*ABOUT THIS TASK:* Please find all lines in the data that hold the string "than" and copy them.

(SUPPLIED RECORDS begins)

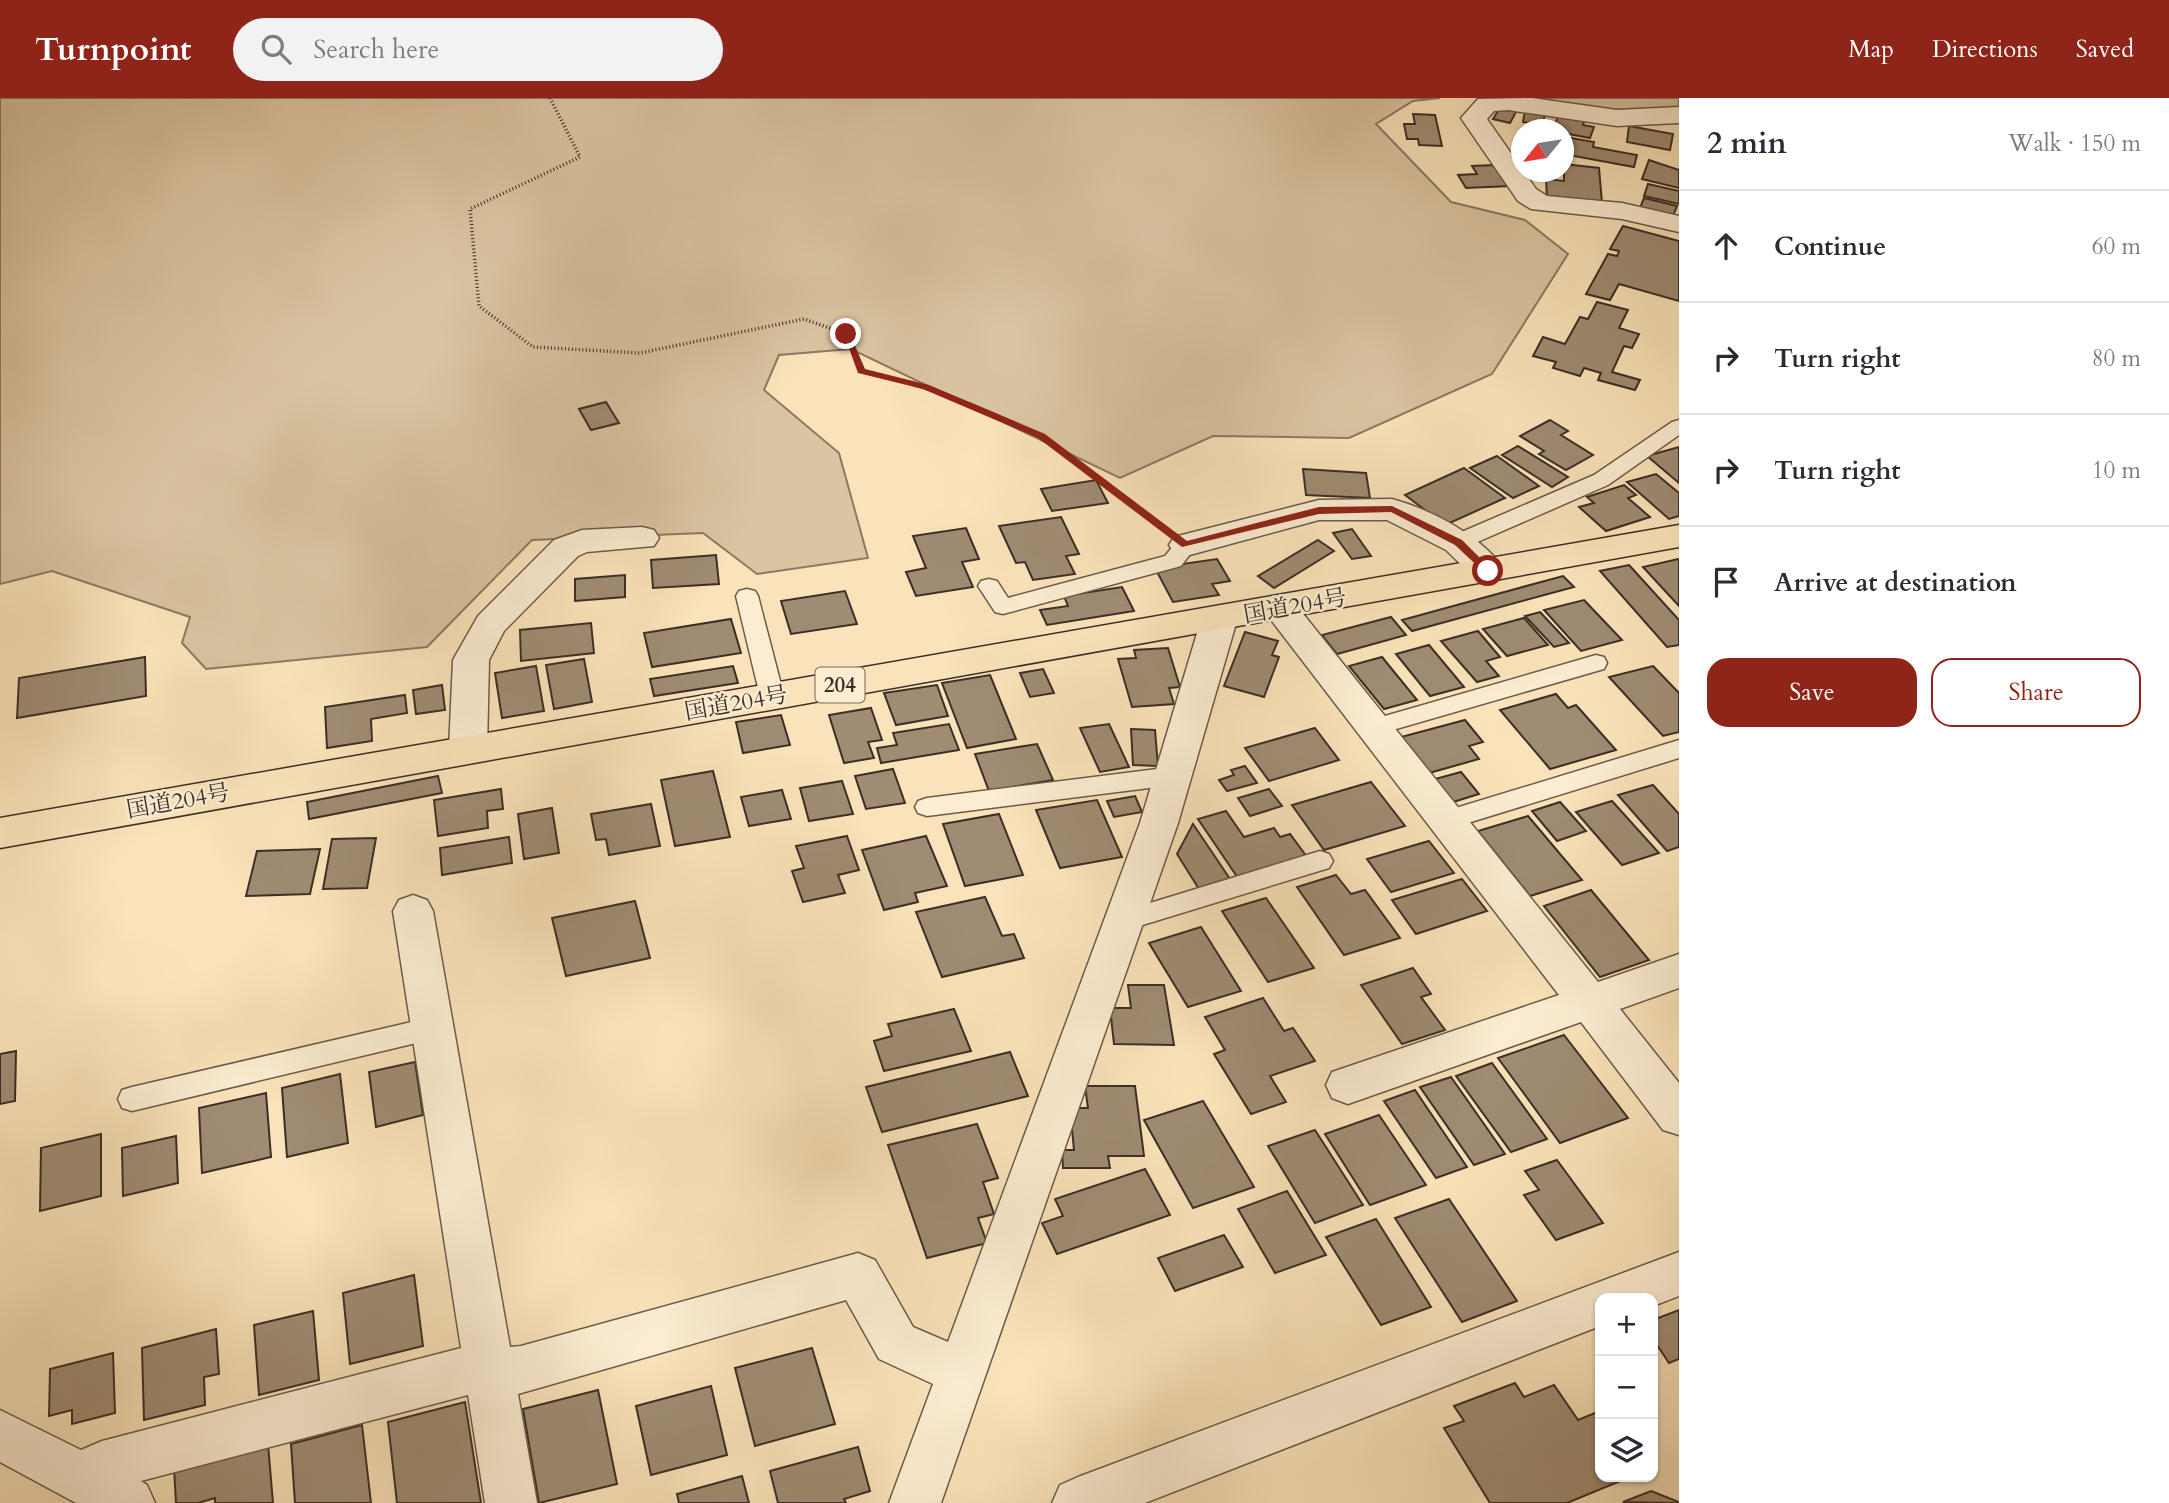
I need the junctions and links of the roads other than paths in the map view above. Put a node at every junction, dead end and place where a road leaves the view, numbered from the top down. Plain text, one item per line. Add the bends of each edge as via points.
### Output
1 (1679, 115) edge
2 (1679, 225) edge
3 (1679, 426) edge
4 (1679, 536) edge
5 (642, 538) dead end
6 (1458, 542) junction
7 (1186, 545) joint
8 (1488, 571) junction
9 (989, 586) dead end
10 (747, 596) dead end
11 (1280, 608) junction
12 (1219, 620) junction
13 (1596, 663) dead end
14 (772, 696) junction
15 (1372, 728) junction
16 (1679, 748) edge
17 (468, 749) junction
18 (1173, 776) junction
19 (927, 807) dead end
20 (1445, 821) junction
21 (0, 833) edge
22 (1320, 861) dead end
23 (413, 911) dead end
24 (1124, 921) junction
25 (1679, 971) edge
26 (1589, 1002) junction
27 (433, 1028) junction
28 (1348, 1085) dead end
29 (132, 1099) dead end
30 (1679, 1116) edge
31 (1679, 1274) edge
32 (1628, 1293) edge
33 (1595, 1306) edge
34 (489, 1370) junction
35 (961, 1372) junction
36 (0, 1435) edge
37 (83, 1479) junction
38 (129, 1503) edge
39 (511, 1503) edge
40 (915, 1503) edge
41 (1078, 1503) edge

1 - 2 street via 1617,118 1508,102 1487,104 1475,118 1527,195 1541,203 1622,211
3 - 6 lane via 1601,480
4 - 8 highway, 国道204号 / 204
5 - 17 street via 582,541 566,548 490,624 471,660
6 - 7 street via 1392,509 1319,510
6 - 8 street
7 - 9 lane via 1173,561 1003,607
8 - 11 highway, 国道204号 / 204
10 - 14 lane
11 - 12 highway, 国道204号 / 204
11 - 15 street
12 - 14 highway, 国道204号 / 204
12 - 18 street
13 - 15 lane
14 - 17 highway, 国道204号 / 204
15 - 20 street
16 - 20 lane
17 - 21 highway, 国道204号 / 204
18 - 19 lane
18 - 24 street
20 - 26 street
22 - 24 lane
23 - 27 street
24 - 35 street
25 - 26 street
26 - 28 street
26 - 30 street
27 - 29 lane
27 - 34 street
31 - 32 street
33 - 41 street
34 - 35 street via 521,1370 858,1275 896,1343
34 - 37 street via 463,1371 102,1466
34 - 39 street
35 - 40 street
36 - 37 street
37 - 38 street

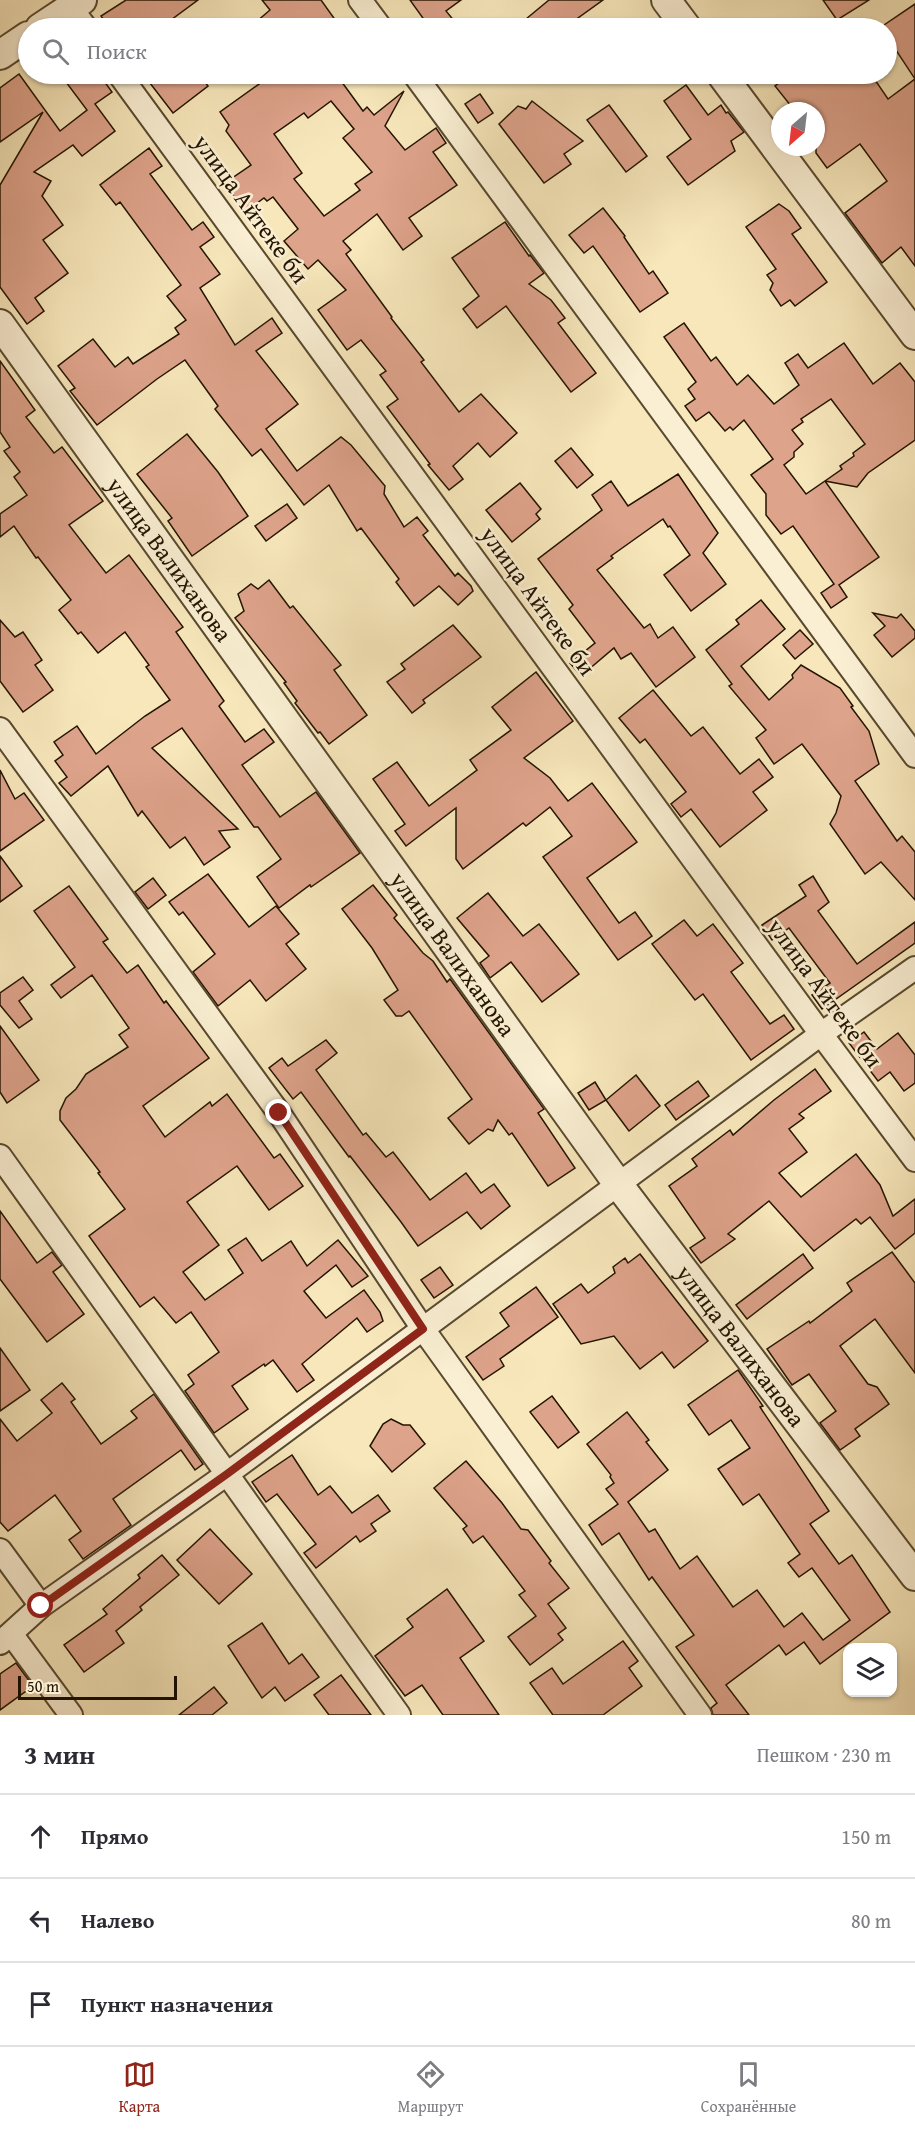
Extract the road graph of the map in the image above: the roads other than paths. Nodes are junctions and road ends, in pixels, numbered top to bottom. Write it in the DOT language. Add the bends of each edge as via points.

(SUPPLIED RECORDS ends)

*EXPECTED ANSWER:*
I need the junctions and links of the roads other than paths in the map view above. Put a node at every junction, dead end and place where a road leaves the view, numbered from the top down. Plain text, one item per line. Add the bends of each edge as via points.
Extract the road graph of the map in the image above: the roads other than paths. Nodes are junctions and road ends, in pixels, numbered top to bottom. Write it in the DOT language. Add the bends of each edge as via points.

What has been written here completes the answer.